TO DO
Reproduce the material below line by line, beginning with its first line and ending with the line that contains "Please list the"; leave out pictures.
|---|
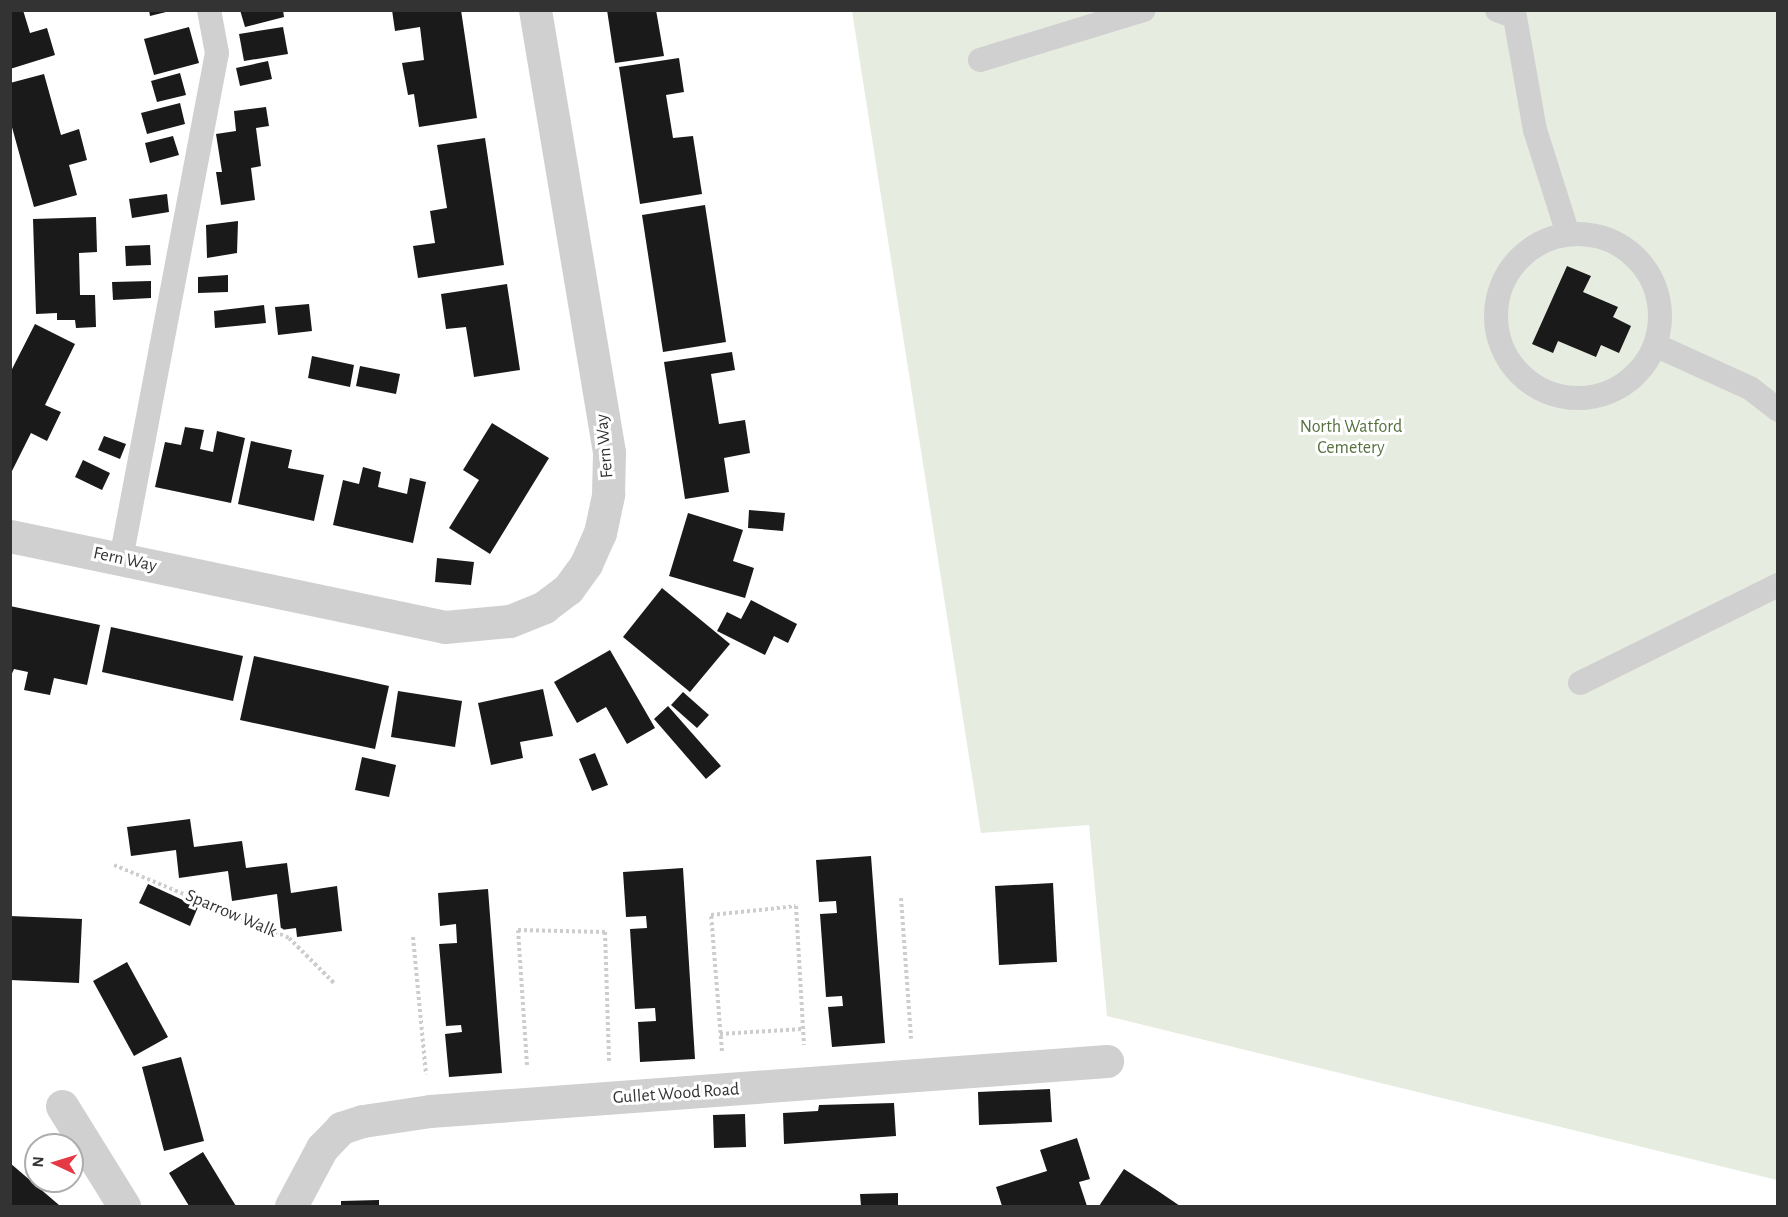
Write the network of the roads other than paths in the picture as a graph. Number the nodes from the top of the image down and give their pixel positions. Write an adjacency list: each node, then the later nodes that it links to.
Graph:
1 (209, 10): 10 (lane)
2 (535, 10): 10 (street, Fern Way)
3 (1143, 10): 5 (lane)
4 (1509, 13): 6 (lane)
5 (980, 60)
6 (1568, 234): 7 (lane); 7 (lane)
7 (1655, 345): 8 (lane)
8 (1778, 410)
9 (10, 536): 10 (street, Fern Way)
10 (121, 559)
11 (1778, 585): 12 (lane)
12 (1580, 683)
13 (1107, 1061): 16 (street, Gullet Wood Road)
14 (62, 1106): 15 (street)
15 (124, 1206)
16 (291, 1206)

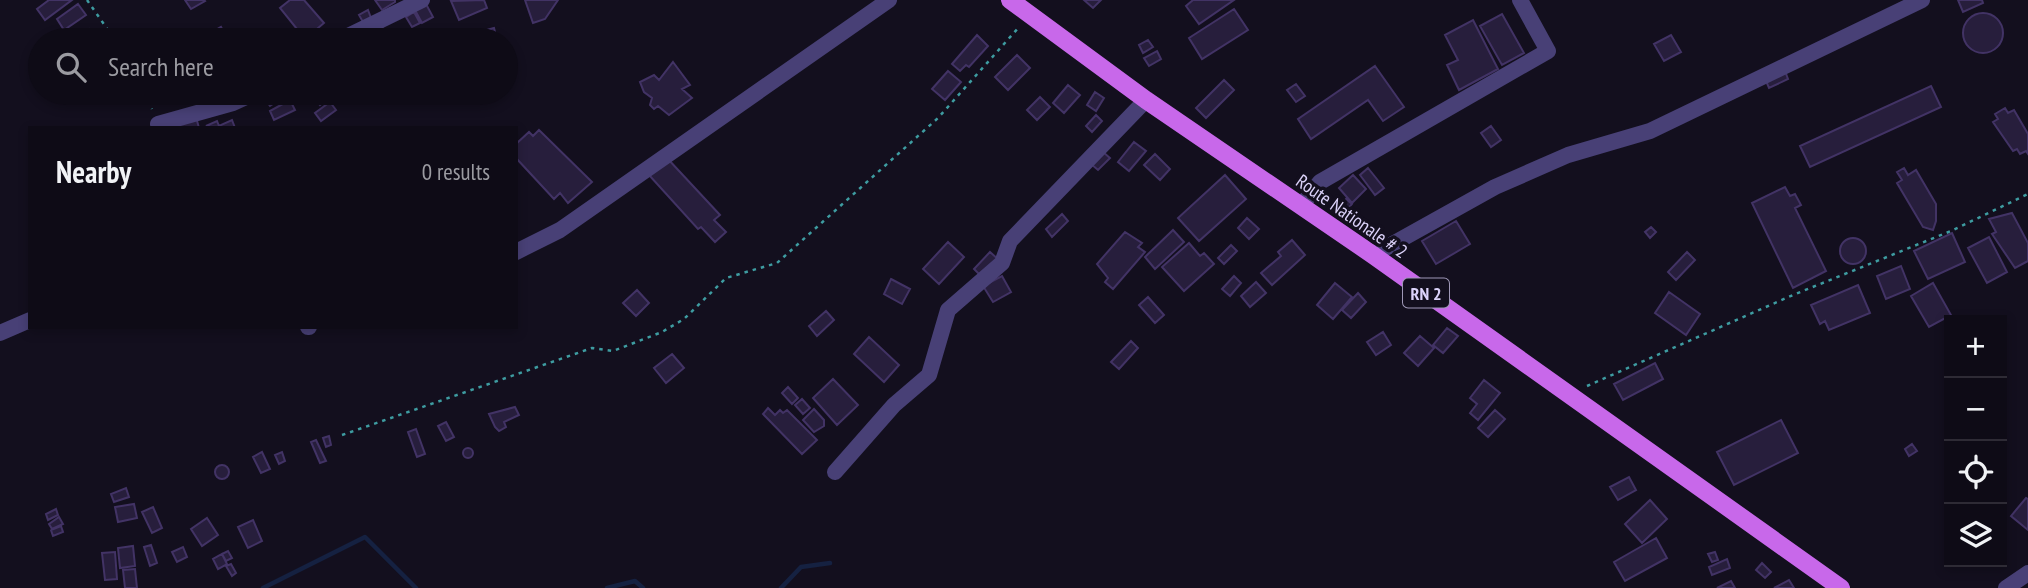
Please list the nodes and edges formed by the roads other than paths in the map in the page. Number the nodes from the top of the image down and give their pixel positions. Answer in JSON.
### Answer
{"nodes":[{"id":1,"x":422,"y":0,"type":"edge"},
{"id":2,"x":889,"y":0,"type":"edge"},
{"id":3,"x":1010,"y":0,"type":"edge"},
{"id":4,"x":1520,"y":0,"type":"edge"},
{"id":5,"x":1923,"y":0,"type":"edge"},
{"id":6,"x":365,"y":28,"type":"edge"},
{"id":7,"x":1146,"y":100,"type":"junction"},
{"id":8,"x":226,"y":105,"type":"edge"},
{"id":9,"x":158,"y":124,"type":"dead end"},
{"id":10,"x":1301,"y":206,"type":"junction"},
{"id":11,"x":518,"y":251,"type":"edge"},
{"id":12,"x":1373,"y":255,"type":"junction"},
{"id":13,"x":28,"y":321,"type":"edge"},
{"id":14,"x":0,"y":333,"type":"edge"},
{"id":15,"x":835,"y":472,"type":"dead end"},
{"id":16,"x":2028,"y":573,"type":"edge"},
{"id":17,"x":1841,"y":588,"type":"edge"},
{"id":18,"x":2006,"y":588,"type":"edge"}],
"edges":[{"from":1,"to":6,"type":"street"},
{"from":2,"to":11,"type":"street"},
{"from":3,"to":7,"type":"main road","name":"Route Nationale # 2","number":"RN 2"},
{"from":4,"to":10,"type":"street"},
{"from":5,"to":12,"type":"street"},
{"from":7,"to":10,"type":"main road","name":"Route Nationale # 2","number":"RN 2"},
{"from":7,"to":15,"type":"street"},
{"from":8,"to":9,"type":"street"},
{"from":10,"to":12,"type":"main road","name":"Route Nationale # 2","number":"RN 2"},
{"from":12,"to":17,"type":"main road","name":"Route Nationale # 2","number":"RN 2"},
{"from":13,"to":14,"type":"street"},
{"from":16,"to":18,"type":"street"}]}
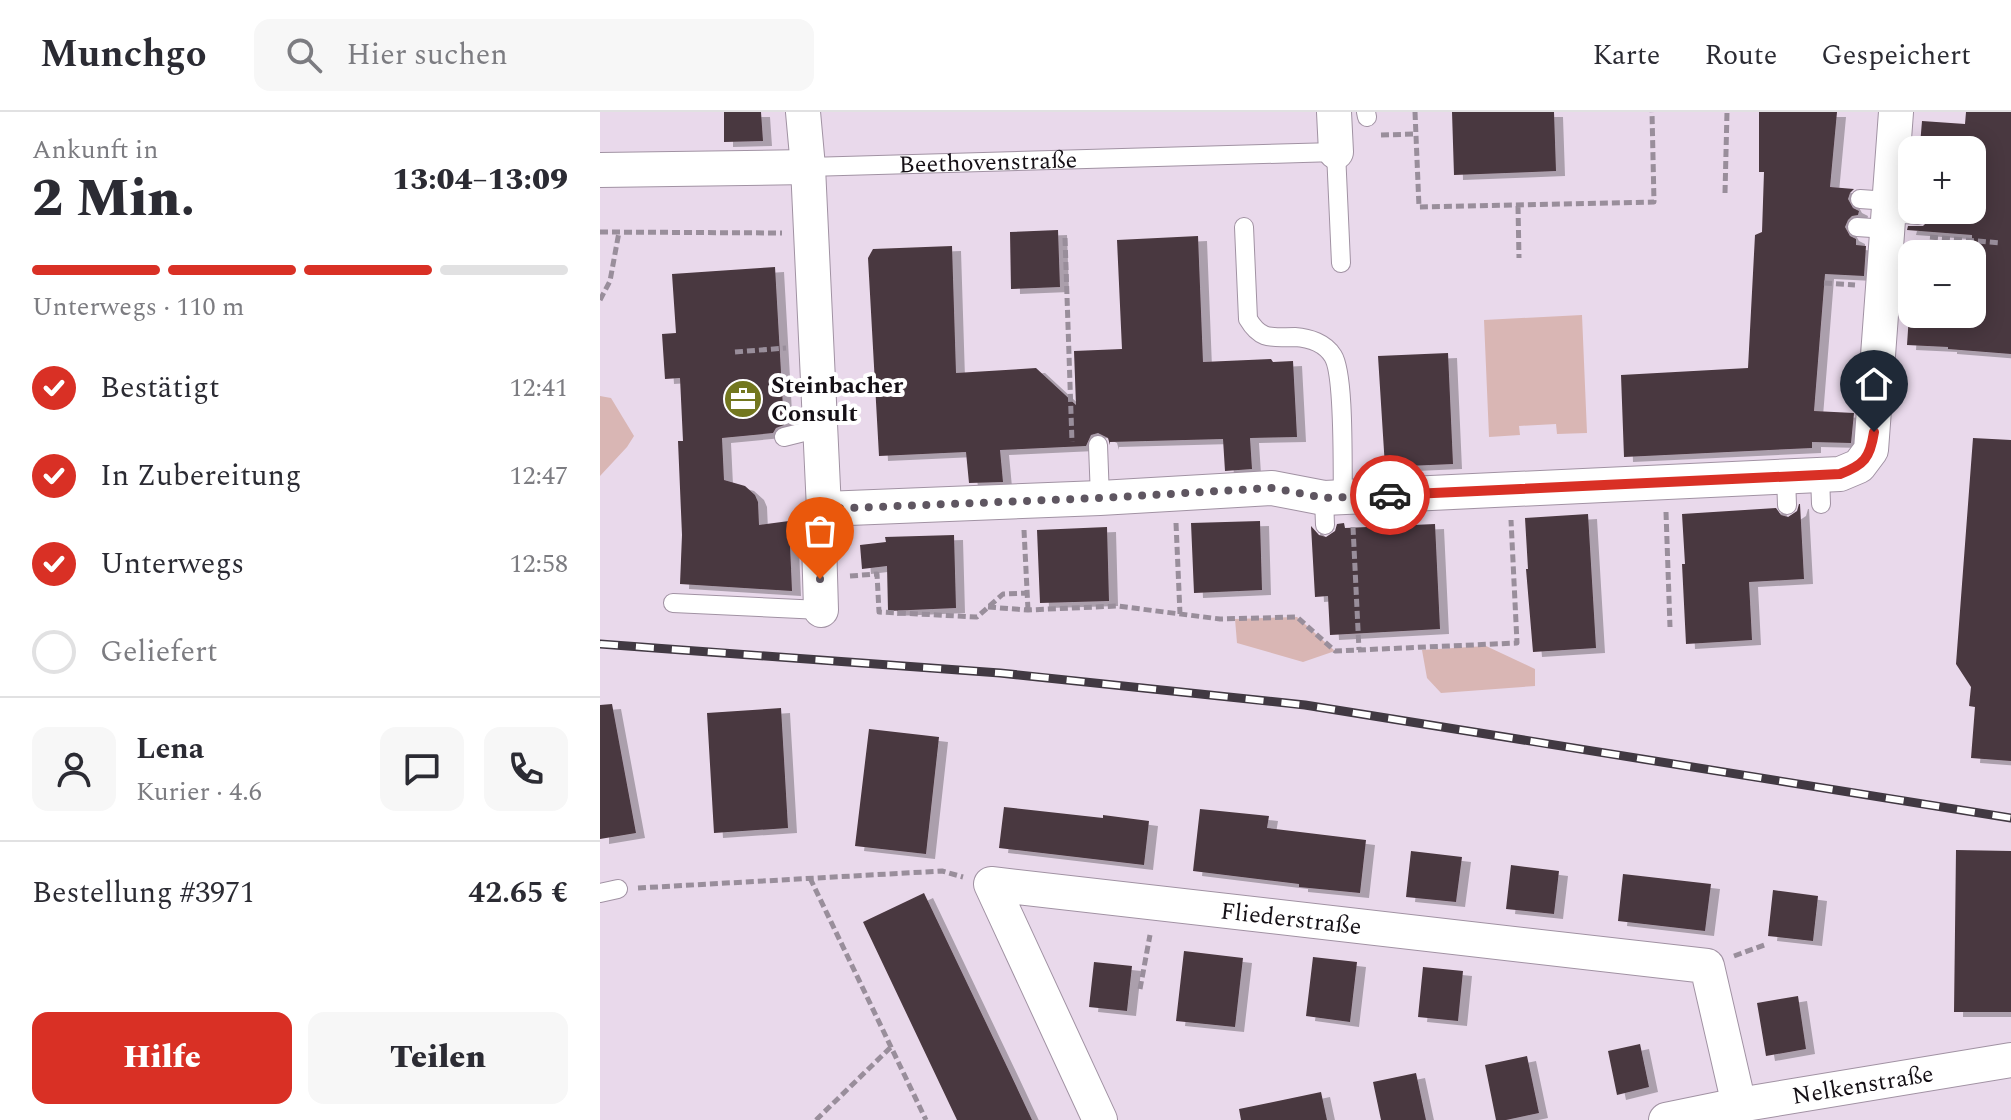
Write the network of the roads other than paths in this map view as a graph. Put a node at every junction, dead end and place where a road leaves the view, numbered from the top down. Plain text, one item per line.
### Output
|---|
SOLUTION TO THE EXERCISE
Write the network of the roads other than paths in the picture as a graph. Number the nodes from the top of the image down and give their pixel positions. Write an adjacency list: each node, then the later nodes that it links to.
Graph:
1 (209, 10): 10 (lane)
2 (535, 10): 10 (street, Fern Way)
3 (1143, 10): 5 (lane)
4 (1509, 13): 6 (lane)
5 (980, 60)
6 (1568, 234): 7 (lane); 7 (lane)
7 (1655, 345): 8 (lane)
8 (1778, 410)
9 (10, 536): 10 (street, Fern Way)
10 (121, 559)
11 (1778, 585): 12 (lane)
12 (1580, 683)
13 (1107, 1061): 16 (street, Gullet Wood Road)
14 (62, 1106): 15 (street)
15 (124, 1206)
16 (291, 1206)

Please list the nodes and edges formed by the roads other than paths in the map in the page. Number the nodes from the top of the image down and give their pixel positions. Answer in JSON.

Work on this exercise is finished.